Someone who installed one of my composite boards (Type B) was asking me about a problem he was having with a vertical yellow bar on the left side of the screen in the hires (artifact) mode of the CoCo 2 he was using.
This is a very common problem with Color Computer 2 machines. I have fixed quite a few of them at this point. The most likely culprits are the 555 timer itself, or one of the other components in the artifact circuit (schematic shown below).
In CoCo2 machines, a 555 timer IC is used to generate a pulse which pulls øA (coming from the MC6847) a few hundred mv lower, using Q2. When phase A is pulled lower like this during the period between HSYNC and active video, it causes the MC1372 to generate a color burst signal.
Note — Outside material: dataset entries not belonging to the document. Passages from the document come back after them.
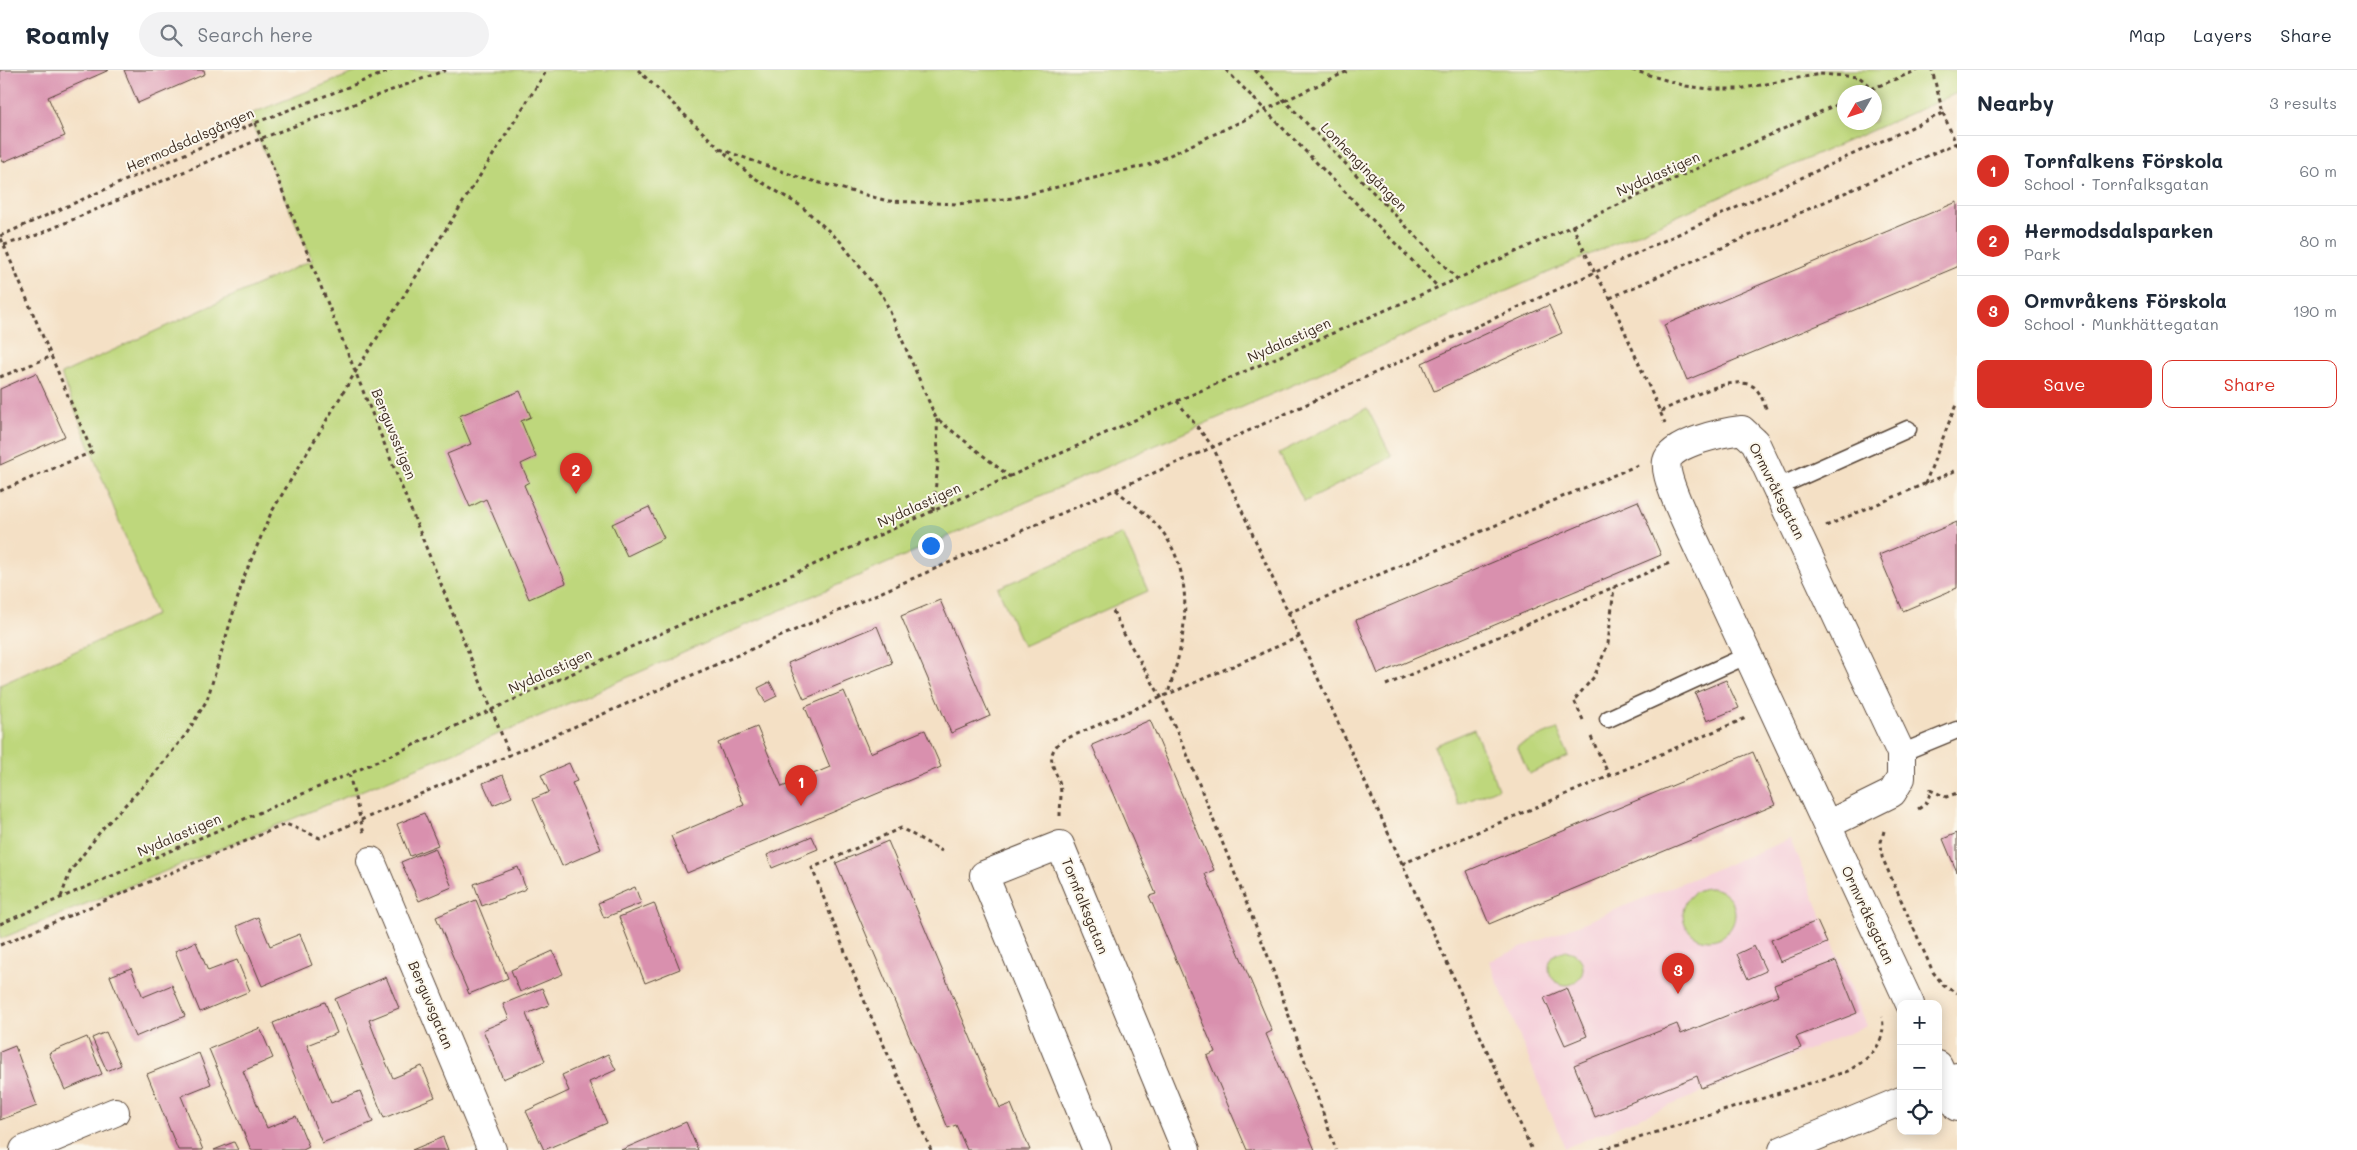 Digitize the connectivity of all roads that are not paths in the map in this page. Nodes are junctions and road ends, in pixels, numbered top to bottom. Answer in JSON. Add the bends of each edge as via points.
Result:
{"nodes":[{"id":1,"x":1908,"y":429,"type":"dead end"},
{"id":2,"x":1778,"y":487,"type":"junction"},
{"id":3,"x":1748,"y":656,"type":"junction"},
{"id":4,"x":1608,"y":719,"type":"dead end"},
{"id":5,"x":1957,"y":730,"type":"edge"},
{"id":6,"x":1901,"y":753,"type":"junction"},
{"id":7,"x":1827,"y":825,"type":"junction"},
{"id":8,"x":371,"y":861,"type":"road end"},
{"id":9,"x":1908,"y":1000,"type":"edge"},
{"id":10,"x":1945,"y":1077,"type":"edge"},
{"id":11,"x":1897,"y":1103,"type":"edge"},
{"id":12,"x":1957,"y":1107,"type":"edge"},
{"id":13,"x":115,"y":1112,"type":"dead end"},
{"id":14,"x":24,"y":1150,"type":"edge"},
{"id":15,"x":492,"y":1150,"type":"edge"},
{"id":16,"x":1097,"y":1150,"type":"edge"},
{"id":17,"x":1186,"y":1150,"type":"edge"},
{"id":18,"x":1782,"y":1150,"type":"edge"}],
"edges":[{"from":1,"to":2,"type":"lane"},
{"from":2,"to":3,"type":"street","name":"Ormvråksgatan","via":[[1755,442],[1742,430],[1721,432],[1673,450],[1666,460],[1666,475]]},
{"from":2,"to":6,"type":"street","name":"Ormvråksgatan"},
{"from":3,"to":4,"type":"lane"},
{"from":3,"to":7,"type":"street","name":"Ormvråksgatan"},
{"from":5,"to":6,"type":"lane"},
{"from":6,"to":7,"type":"street","name":"Ormvråksgatan","via":[[1901,778],[1892,793]]},
{"from":7,"to":9,"type":"street","name":"Ormvråksgatan"},
{"from":8,"to":15,"type":"street","name":"Berguvsgatan"},
{"from":10,"to":12,"type":"street"},
{"from":11,"to":18,"type":"street"},
{"from":13,"to":14,"type":"street"},
{"from":16,"to":17,"type":"street","name":"Tornfalksgatan","via":[[984,876],[1060,845]]}]}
When a display decoding the video sees a color burst in this portion of the signal, it will display artifacts as intended (by Tandy) in the B&W hires mode. The MC6847 in normal operation uses the same method of generating color burst in the MC1372 while in alpha and semi graphics mode by internally pulling phase B low.
Since the hires graphics mode was intended to be black and white when Motorola designed the chipset, color burst in this mode is not supported. Tandy chose to use phase A to generate the burst, because using phase B would result in green and magenta artifacts rather than red and blue.
Here is the circuit found on all Color Computer 2s that does this.
The yellow bar is caused when the duration of the output pulse from the 555 timer is held too long, extending into the horizontal scan line information (active video).
The above image is an oscilloscope shot of the start of a line of video (yellow), and the output from pin 3 of the 555 timer on the CoCo motherboard (blue). This is the pulse that generates the color burst. C26 on the motherboard can be adjusted to control the duration of the pulse.
As you can see, the pulse starts at the beginning of the HSYNC pulse, and in this case extends slightly into the active video region. I pulled C26 and it tested at 930pF, this was the cap in place for the image at the top of the page. Schematics call for 1,000pF at C26. Over time components can “drift” in value or degrade. A possible simple fix is to adjust C26 to change the pulse duration.
Here is a shot with C26 changed to a tested 1,012pF. As you can see, the pulse now extends further into the active video.
I corrected the problem by lowering the value of C26. You can see the results with 667pF (measured) @ C26. The pulse now times out before the start of active video. As you can see from the screenshot below, the yellow bar is gone!
If you have this problem, try replacing C26 with a 680 or 820pF ceramic cap, it may fix the problem.
If the simple fix of replacing C26 with a slightly lower value doesn’t correct the problem, you’ll have to resort to replacing other components in the “color burst” circuit. Likely candidates for replacement are the 555 timer IC itself, the 3904 transistor (Q2), or the diode D13.
When replacing D13, use a germanium switching diode, not silicon.